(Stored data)
------------------------------

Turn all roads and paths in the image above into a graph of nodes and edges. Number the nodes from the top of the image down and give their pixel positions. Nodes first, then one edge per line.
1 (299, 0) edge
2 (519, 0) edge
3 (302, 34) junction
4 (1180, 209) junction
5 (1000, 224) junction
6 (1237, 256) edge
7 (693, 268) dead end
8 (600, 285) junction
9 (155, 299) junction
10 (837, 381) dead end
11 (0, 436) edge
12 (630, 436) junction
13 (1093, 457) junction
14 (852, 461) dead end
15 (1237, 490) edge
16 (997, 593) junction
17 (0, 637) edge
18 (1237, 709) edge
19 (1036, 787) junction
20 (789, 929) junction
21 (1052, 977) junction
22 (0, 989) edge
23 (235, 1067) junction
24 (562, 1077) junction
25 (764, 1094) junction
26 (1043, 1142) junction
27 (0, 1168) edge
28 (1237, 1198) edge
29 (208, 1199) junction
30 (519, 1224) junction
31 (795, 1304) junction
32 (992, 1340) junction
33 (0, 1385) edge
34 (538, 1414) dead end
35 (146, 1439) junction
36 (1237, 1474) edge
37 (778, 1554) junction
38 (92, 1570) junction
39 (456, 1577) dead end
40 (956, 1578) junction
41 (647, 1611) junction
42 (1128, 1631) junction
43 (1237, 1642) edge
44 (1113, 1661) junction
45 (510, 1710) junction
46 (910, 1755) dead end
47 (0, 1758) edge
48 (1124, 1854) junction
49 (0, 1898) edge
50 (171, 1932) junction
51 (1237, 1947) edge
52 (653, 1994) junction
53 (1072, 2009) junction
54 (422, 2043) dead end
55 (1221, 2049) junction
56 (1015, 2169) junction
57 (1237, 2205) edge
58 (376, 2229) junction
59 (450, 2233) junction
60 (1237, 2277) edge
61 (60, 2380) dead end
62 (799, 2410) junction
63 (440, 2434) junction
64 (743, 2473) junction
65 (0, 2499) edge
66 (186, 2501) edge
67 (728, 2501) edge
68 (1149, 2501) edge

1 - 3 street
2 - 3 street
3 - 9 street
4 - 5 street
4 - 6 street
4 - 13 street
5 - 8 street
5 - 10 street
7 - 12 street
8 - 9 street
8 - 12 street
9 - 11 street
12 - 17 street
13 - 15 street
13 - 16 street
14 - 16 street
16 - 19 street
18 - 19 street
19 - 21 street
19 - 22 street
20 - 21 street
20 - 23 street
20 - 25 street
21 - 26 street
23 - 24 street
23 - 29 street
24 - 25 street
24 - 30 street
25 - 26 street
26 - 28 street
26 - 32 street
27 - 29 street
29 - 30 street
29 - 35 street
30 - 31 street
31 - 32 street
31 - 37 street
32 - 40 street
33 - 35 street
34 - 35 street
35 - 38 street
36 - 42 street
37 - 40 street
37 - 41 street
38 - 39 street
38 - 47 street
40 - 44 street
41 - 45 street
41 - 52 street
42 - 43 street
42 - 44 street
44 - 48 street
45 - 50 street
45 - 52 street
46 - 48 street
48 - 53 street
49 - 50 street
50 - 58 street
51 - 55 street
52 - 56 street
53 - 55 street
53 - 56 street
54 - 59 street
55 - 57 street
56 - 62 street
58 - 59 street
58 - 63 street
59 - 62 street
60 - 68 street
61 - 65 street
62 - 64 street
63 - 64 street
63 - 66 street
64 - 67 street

------------------------------

Work item:
One number should be returned: how many lines in the records contain the word "dead".

Reply to the exercise:
8